*** Data shown ***
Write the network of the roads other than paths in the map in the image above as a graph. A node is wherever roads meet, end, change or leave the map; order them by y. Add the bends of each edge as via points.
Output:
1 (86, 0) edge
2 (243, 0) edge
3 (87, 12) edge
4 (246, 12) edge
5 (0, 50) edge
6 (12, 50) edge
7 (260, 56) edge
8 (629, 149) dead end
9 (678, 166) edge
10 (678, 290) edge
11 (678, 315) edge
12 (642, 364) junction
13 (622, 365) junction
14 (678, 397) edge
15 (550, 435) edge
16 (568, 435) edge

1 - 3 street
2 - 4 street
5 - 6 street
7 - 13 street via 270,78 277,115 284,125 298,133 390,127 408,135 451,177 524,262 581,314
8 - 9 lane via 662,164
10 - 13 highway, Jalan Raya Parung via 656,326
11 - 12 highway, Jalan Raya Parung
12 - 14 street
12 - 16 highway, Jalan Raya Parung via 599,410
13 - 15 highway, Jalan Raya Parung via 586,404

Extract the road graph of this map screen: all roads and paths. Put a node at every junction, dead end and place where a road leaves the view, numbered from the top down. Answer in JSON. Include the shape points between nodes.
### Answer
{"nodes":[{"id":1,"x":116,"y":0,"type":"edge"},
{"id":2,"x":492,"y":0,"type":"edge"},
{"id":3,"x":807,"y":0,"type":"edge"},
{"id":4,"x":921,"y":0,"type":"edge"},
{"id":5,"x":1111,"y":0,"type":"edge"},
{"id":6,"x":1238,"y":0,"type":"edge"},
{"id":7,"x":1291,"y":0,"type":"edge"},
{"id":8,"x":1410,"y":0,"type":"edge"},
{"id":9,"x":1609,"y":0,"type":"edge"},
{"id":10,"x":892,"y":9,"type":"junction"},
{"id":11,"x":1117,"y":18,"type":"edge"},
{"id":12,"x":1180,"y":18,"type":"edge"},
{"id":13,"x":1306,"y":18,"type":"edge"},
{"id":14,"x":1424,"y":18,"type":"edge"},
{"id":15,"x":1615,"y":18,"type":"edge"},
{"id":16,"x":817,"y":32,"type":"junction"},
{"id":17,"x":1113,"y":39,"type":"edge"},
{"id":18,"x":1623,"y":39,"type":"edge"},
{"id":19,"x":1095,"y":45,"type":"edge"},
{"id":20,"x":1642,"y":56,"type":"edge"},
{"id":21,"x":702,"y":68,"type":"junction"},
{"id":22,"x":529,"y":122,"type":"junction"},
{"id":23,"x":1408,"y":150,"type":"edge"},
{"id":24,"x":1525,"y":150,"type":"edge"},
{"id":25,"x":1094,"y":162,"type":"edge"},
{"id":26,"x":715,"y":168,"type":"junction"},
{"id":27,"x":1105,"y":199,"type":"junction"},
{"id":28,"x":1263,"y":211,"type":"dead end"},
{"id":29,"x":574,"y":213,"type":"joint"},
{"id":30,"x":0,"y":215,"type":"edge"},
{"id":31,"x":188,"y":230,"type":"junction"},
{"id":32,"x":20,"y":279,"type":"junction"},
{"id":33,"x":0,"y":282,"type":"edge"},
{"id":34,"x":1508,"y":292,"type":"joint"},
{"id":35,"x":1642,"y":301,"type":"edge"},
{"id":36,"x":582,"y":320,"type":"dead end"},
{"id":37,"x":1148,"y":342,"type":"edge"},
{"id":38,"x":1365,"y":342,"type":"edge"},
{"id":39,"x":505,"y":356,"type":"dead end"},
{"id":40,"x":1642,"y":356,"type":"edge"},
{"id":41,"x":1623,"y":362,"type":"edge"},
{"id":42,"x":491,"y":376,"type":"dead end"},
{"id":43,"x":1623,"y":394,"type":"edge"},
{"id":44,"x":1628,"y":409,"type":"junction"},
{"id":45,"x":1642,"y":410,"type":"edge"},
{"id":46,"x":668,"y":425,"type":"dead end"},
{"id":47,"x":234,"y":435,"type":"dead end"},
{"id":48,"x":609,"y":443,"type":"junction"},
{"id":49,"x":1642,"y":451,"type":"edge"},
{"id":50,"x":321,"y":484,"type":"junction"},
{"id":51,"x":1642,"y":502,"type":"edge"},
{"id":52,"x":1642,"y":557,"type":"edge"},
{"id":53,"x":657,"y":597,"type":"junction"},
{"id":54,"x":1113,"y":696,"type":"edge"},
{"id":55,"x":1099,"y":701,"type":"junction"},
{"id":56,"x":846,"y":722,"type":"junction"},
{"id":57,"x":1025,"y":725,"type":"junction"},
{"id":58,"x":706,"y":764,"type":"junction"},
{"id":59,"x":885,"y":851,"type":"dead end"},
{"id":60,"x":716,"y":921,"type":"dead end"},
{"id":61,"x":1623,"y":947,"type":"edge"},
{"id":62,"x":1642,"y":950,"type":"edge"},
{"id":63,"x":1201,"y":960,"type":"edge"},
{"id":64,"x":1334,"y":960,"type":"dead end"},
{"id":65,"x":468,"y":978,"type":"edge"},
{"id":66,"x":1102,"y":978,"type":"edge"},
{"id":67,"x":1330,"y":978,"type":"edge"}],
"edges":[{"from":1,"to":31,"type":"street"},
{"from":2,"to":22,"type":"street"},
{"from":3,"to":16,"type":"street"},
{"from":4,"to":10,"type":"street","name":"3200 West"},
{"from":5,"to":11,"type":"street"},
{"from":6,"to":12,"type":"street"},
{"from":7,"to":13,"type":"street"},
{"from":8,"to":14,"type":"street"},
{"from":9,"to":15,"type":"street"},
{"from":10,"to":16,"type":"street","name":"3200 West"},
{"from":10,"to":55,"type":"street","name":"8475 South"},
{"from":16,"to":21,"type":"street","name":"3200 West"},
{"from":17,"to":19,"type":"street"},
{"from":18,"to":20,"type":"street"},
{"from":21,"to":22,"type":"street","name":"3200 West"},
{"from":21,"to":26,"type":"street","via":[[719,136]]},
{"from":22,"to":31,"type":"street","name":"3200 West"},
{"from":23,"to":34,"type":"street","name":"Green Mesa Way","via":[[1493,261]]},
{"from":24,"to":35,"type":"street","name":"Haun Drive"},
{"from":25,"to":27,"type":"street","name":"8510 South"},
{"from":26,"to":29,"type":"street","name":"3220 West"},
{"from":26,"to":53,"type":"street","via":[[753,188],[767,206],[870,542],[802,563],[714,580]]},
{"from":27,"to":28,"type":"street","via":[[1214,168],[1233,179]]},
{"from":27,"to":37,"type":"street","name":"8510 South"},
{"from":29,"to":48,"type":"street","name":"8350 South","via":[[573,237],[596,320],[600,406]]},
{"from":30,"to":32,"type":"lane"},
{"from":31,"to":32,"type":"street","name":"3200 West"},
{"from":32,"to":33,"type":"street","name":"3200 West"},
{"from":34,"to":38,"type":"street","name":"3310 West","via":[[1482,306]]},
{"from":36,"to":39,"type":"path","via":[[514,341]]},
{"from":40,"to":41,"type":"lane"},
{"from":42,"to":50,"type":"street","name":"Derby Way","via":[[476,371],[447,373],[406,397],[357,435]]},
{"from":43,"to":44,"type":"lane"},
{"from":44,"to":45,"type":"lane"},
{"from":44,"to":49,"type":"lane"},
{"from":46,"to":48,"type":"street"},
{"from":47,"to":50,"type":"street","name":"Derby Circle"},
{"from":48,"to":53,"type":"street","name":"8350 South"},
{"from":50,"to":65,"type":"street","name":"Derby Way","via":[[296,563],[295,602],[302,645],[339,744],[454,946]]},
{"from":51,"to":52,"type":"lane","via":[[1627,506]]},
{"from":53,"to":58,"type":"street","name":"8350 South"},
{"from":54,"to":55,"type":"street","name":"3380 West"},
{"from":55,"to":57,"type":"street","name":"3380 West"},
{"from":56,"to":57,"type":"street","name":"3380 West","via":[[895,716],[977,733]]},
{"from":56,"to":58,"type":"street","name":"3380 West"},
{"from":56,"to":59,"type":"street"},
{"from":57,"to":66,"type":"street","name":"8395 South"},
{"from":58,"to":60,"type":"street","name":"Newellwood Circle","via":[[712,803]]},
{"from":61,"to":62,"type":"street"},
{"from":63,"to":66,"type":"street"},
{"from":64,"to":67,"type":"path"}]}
***
Activity –
Check the lines above and copy each one that includes "joint".

Solution to this exercise –
{"id":29,"x":574,"y":213,"type":"joint"},
{"id":34,"x":1508,"y":292,"type":"joint"},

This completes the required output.